In another scene, Sunil Raoh, playing Sathish, a delivery boy, talks about how one can never “settle” in life as there will always be a fresh financial hurdle after you solve the previous one. Poornachandra Mysore is Manja, a cab driver, and he tells his girlfriend, Lucky (Teju Belawadi), about the entitlement shown by the elite class during his rides.
Maryade Prashne has several such small-yet-relatable moments about the struggles of the middle class. The actors playing the lead trio do a fine job of making us care for their problems. Nagaraja Somayaji’s debut begins as a dignified look at middle-class youngsters who provide for their families and try to maintain a comfortable lifestyle.
However, the film suffers from an identity crisis when it attempts to show the class divide in society. Suri, Sathish, and Manja are childhood friends. One night, a tragedy changes their lives forever, and they go up against affluent men having money the trio can only dream of.
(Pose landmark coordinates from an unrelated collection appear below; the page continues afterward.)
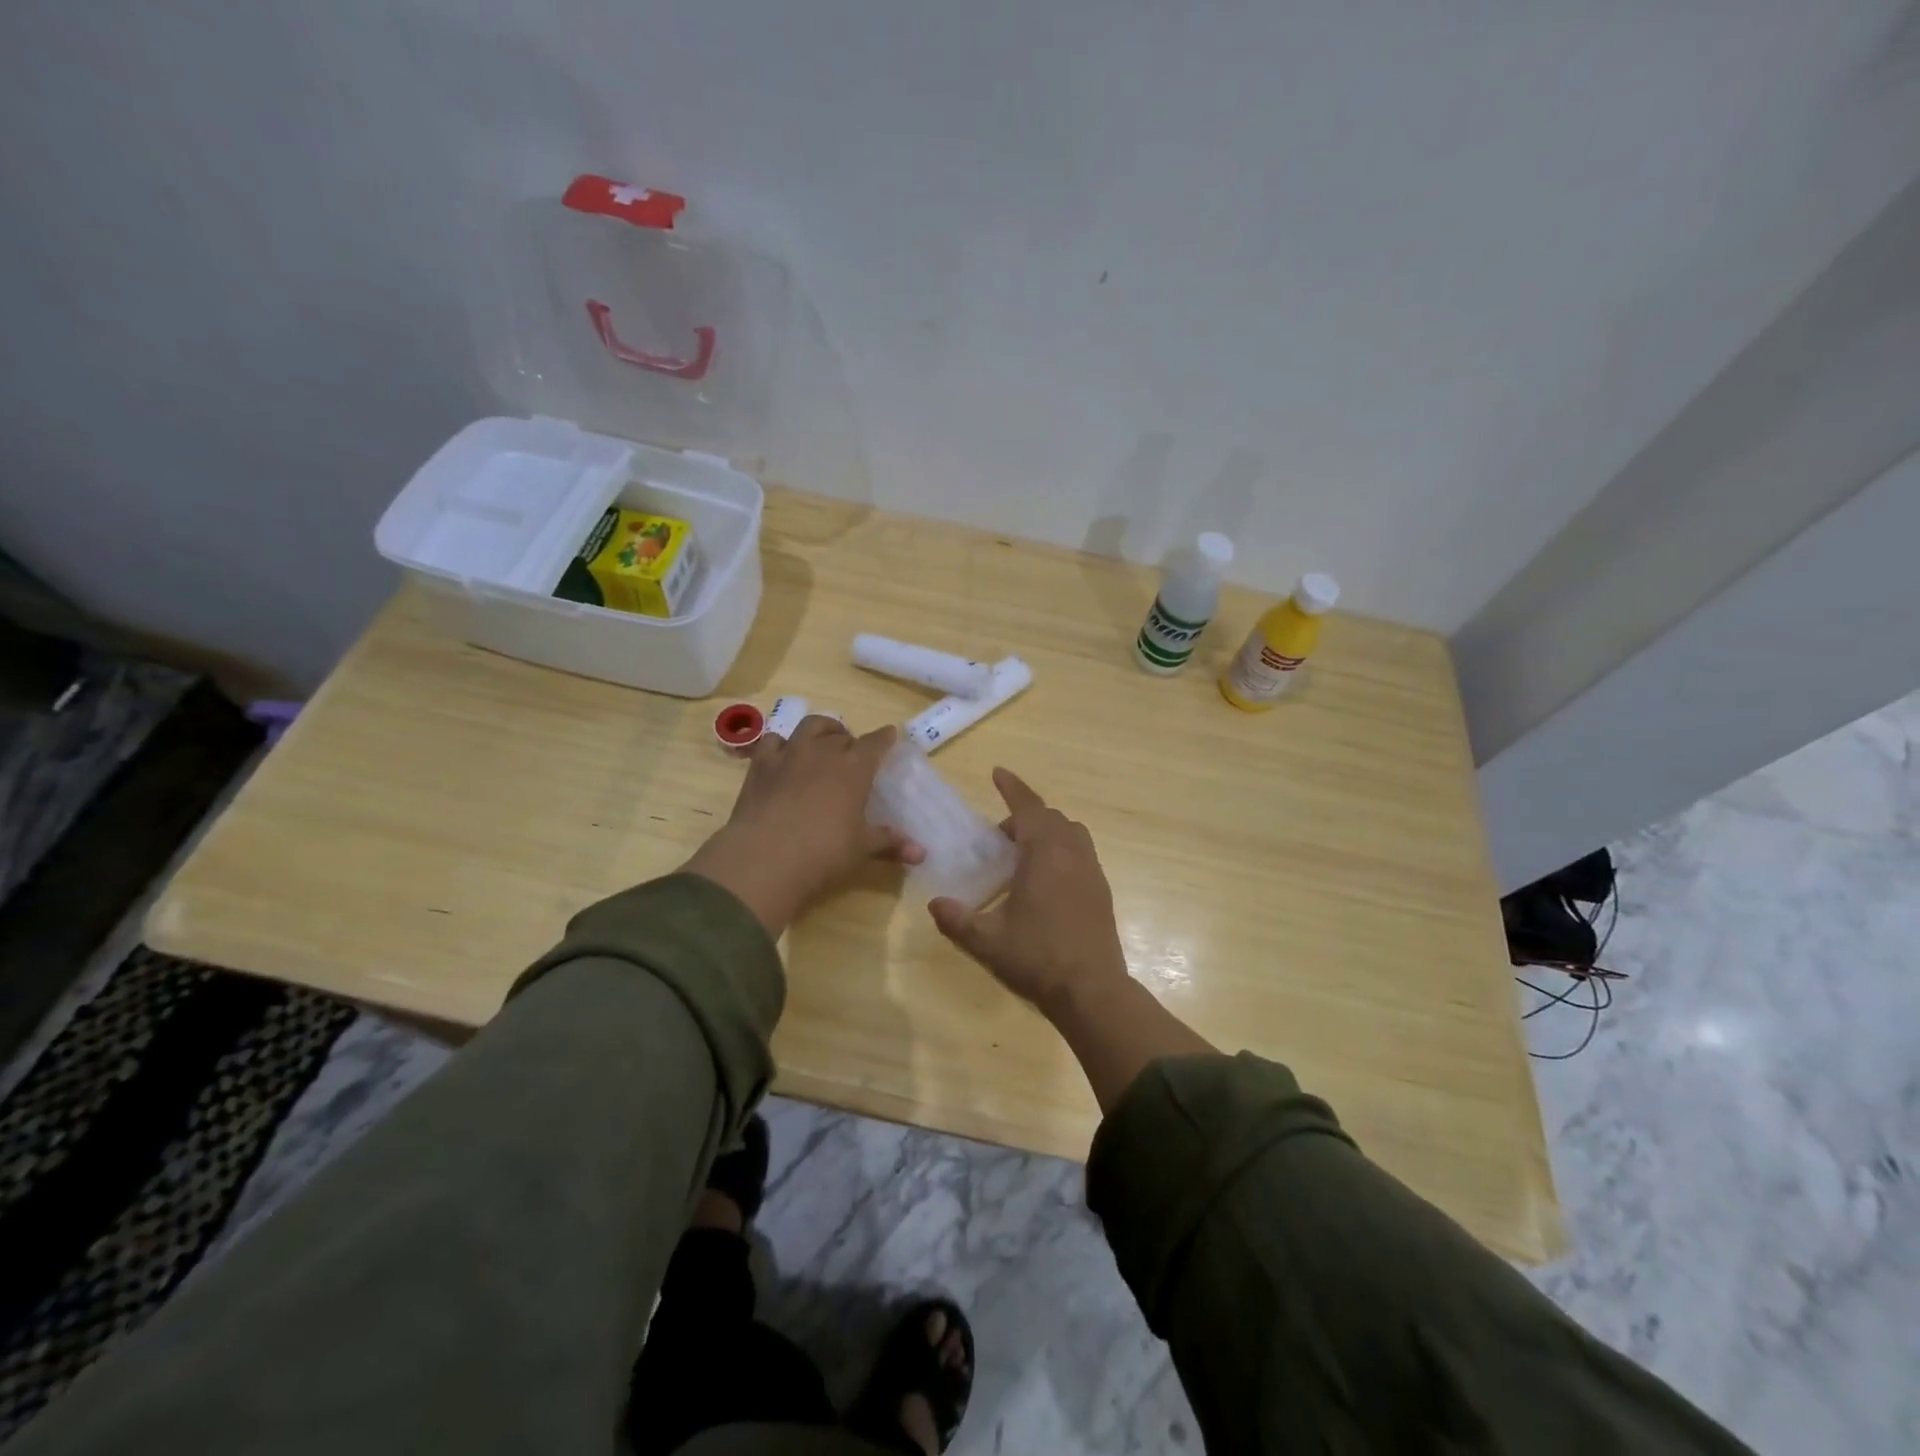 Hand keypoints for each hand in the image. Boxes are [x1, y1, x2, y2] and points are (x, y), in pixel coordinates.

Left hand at [684, 717, 921, 935]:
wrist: (766, 856)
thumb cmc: (824, 851)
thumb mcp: (862, 848)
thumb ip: (890, 843)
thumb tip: (922, 854)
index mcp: (855, 768)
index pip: (875, 743)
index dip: (884, 738)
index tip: (889, 735)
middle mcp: (824, 751)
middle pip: (842, 734)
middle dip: (850, 740)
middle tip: (853, 755)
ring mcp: (790, 754)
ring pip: (810, 726)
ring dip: (821, 730)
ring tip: (823, 741)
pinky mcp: (761, 764)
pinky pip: (773, 741)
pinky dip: (783, 743)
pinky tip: (784, 755)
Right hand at [927, 768, 1129, 1019]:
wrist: (1092, 990)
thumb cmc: (1038, 957)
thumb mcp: (987, 940)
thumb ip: (957, 919)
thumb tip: (935, 904)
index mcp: (1045, 854)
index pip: (1028, 808)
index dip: (1012, 788)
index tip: (998, 772)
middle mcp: (1073, 854)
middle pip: (1050, 818)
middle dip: (1025, 817)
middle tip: (999, 838)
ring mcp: (1092, 872)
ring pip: (1071, 834)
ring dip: (1047, 832)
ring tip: (1023, 856)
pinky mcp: (1102, 891)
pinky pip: (1081, 854)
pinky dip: (1061, 851)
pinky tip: (1045, 881) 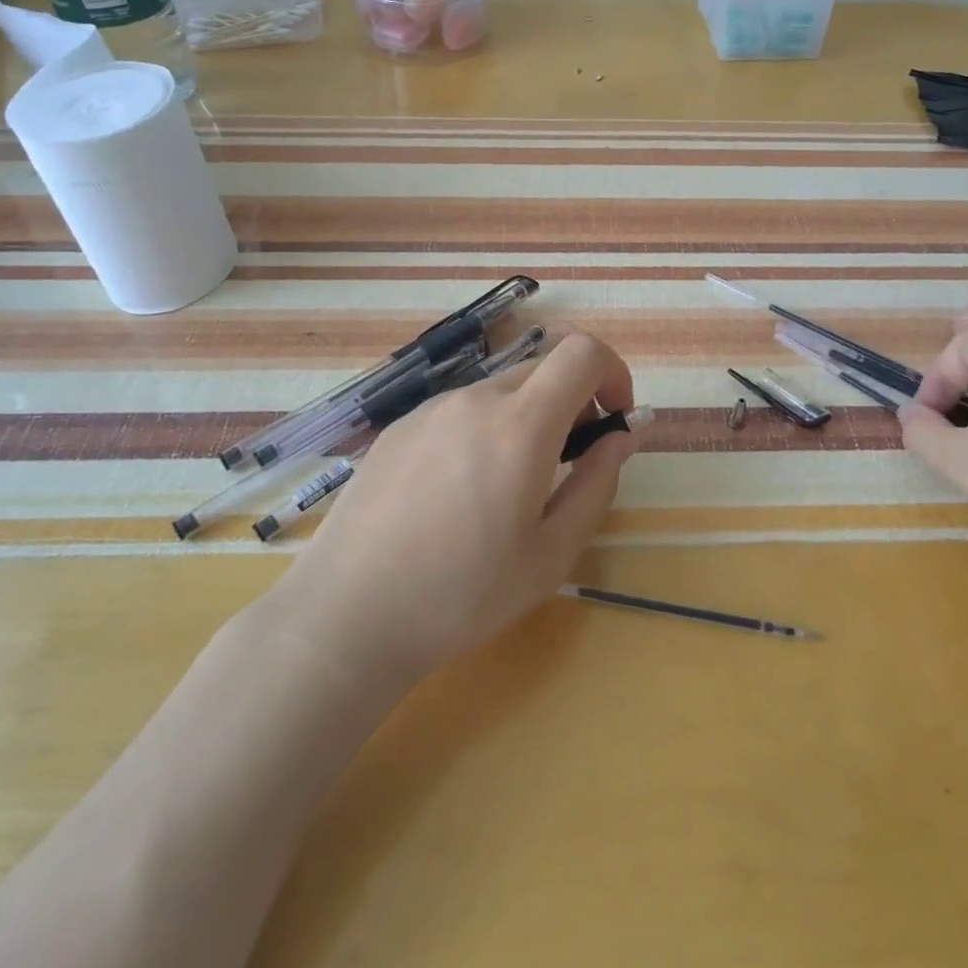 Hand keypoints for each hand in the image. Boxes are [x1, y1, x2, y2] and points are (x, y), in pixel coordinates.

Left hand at [265, 331, 640, 691]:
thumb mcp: (551, 554)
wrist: (347, 615)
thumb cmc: (462, 594)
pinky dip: (485, 428)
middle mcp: (474, 399)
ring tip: (510, 485)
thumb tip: (620, 437)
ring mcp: (430, 409)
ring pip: (500, 389)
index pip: (582, 352)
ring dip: (527, 416)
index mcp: (519, 425)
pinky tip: (459, 491)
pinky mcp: (398, 427)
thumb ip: (596, 484)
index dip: (612, 373)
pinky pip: (460, 409)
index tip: (613, 419)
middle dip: (574, 399)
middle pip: (543, 367)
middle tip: (570, 460) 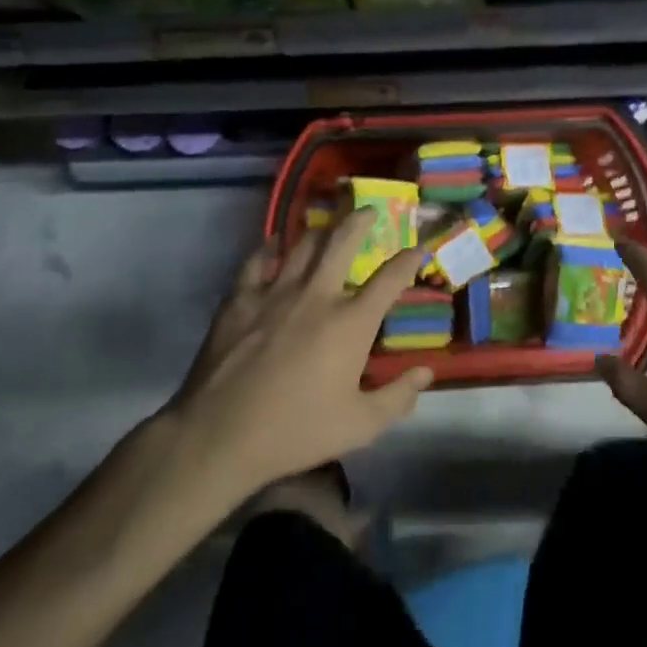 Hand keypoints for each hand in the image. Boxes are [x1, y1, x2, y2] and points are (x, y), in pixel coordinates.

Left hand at [158, 209, 432, 500]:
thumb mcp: (360, 426)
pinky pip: (258, 260)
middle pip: (343, 241)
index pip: (390, 279)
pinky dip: (270, 247)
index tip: (417, 249)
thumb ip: (398, 397)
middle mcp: (317, 295)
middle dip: (361, 220)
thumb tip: (426, 373)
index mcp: (351, 323)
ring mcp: (275, 292)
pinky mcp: (240, 298)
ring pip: (303, 244)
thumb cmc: (296, 431)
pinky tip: (274, 244)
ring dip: (321, 230)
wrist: (220, 434)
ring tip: (329, 226)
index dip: (408, 260)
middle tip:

Billed as a “realistic revenge thriller“, Maryade Prashne gets stuck between making its protagonists morally right and forcing them to take a bold yet immoral step. The film has a superb idea of exploring the outcome of middle-class men fighting for self-respect by going toe-to-toe with the wealthy, who are willing to go any lengths to safeguard their reputation. However, in the process, the story loses focus.
Instead of a suspensful cat-and-mouse game between the two parties, Maryade Prashne spends a lot of time establishing the world of the upper class, where money and the position of power drive everything. Some of the English dialogues in those scenes are poor and unintentionally funny.
Prabhu Mundkur (who recently starred in Murphy), who plays the antagonist, does a great job selling the often-disliked traits associated with the elite in his very first scene. With the bratty attitude of the villain made prominent early on, the screenplay should have accommodated a meaty mental and intellectual battle between the haves and have-nots.